**Requirement:**
Return the data exactly, with all pictures removed.

[Stored data]
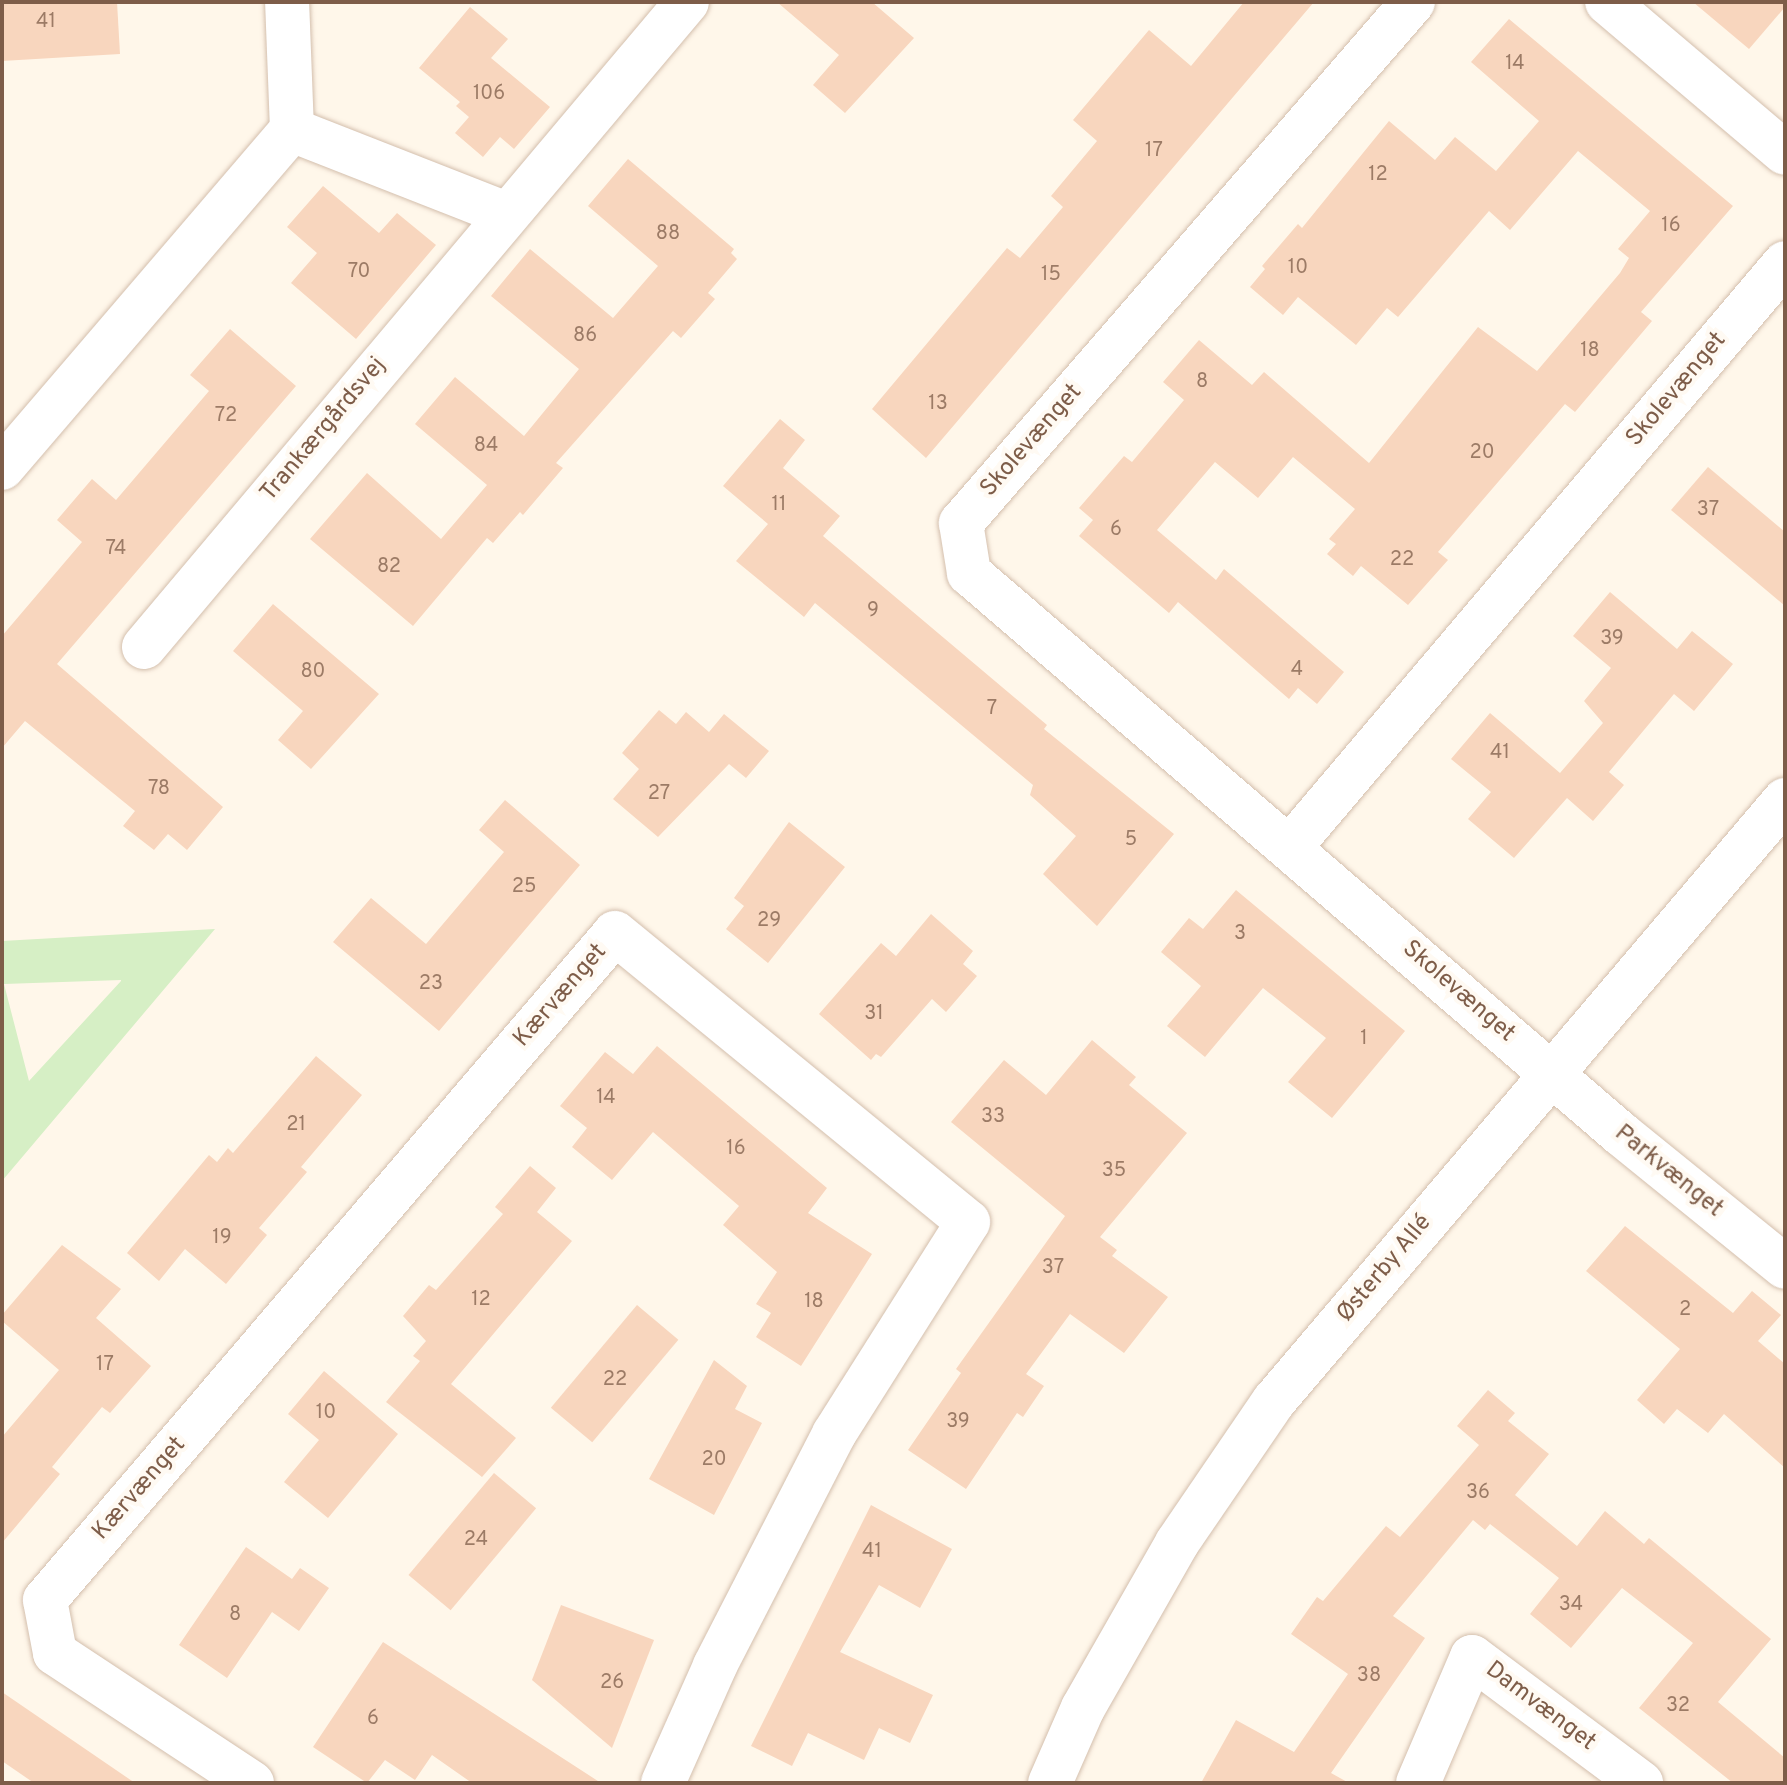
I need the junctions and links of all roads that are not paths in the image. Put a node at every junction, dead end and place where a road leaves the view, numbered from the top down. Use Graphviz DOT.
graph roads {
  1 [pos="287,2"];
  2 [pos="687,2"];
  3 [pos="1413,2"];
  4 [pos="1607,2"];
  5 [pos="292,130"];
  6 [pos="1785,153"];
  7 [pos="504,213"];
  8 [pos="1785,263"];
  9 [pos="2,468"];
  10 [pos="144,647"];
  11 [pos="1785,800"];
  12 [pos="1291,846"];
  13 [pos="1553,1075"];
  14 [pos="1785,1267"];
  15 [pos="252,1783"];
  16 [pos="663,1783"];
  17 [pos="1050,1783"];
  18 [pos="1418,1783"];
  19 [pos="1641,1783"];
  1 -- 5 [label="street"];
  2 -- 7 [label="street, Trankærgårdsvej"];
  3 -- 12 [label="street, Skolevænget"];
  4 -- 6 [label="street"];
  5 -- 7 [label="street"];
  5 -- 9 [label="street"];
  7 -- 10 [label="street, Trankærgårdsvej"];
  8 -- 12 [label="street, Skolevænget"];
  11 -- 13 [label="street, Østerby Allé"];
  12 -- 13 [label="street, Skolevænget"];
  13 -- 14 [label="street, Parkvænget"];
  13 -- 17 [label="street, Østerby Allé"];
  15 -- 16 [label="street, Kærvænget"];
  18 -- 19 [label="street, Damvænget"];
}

**Response below:**
I need the junctions and links of all roads that are not paths in the image. Put a node at every junction, dead end and place where a road leaves the view, numbered from the top down. Use Graphviz DOT.
graph roads {
  1 [pos="287,2"];
  2 [pos="687,2"];
  3 [pos="1413,2"];
  4 [pos="1607,2"];
  5 [pos="292,130"];
  6 [pos="1785,153"];
  7 [pos="504,213"];
  8 [pos="1785,263"];
  9 [pos="2,468"];
  10 [pos="144,647"];
  11 [pos="1785,800"];
  12 [pos="1291,846"];
  13 [pos="1553,1075"];
  14 [pos="1785,1267"];
  15 [pos="252,1783"];
  16 [pos="663,1783"];
  17 [pos="1050,1783"];
  18 [pos="1418,1783"];
  19 [pos="1641,1783"];
  1 -- 5 [label="street"];
  2 -- 7 [label="street, Trankærgårdsvej"];
  3 -- 12 [label="street, Skolevænget"];
  4 -- 6 [label="street"];
  5 -- 7 [label="street"];
  5 -- 9 [label="street"];
  7 -- 10 [label="street, Trankærgårdsvej"];
  8 -- 12 [label="street, Skolevænget"];
  11 -- 13 [label="street, Østerby Allé"];
  12 -- 13 [label="street, Skolevænget"];
  13 -- 14 [label="street, Parkvænget"];
  13 -- 17 [label="street, Østerby Allé"];
  15 -- 16 [label="street, Kærvænget"];
  18 -- 19 [label="street, Damvænget"];
}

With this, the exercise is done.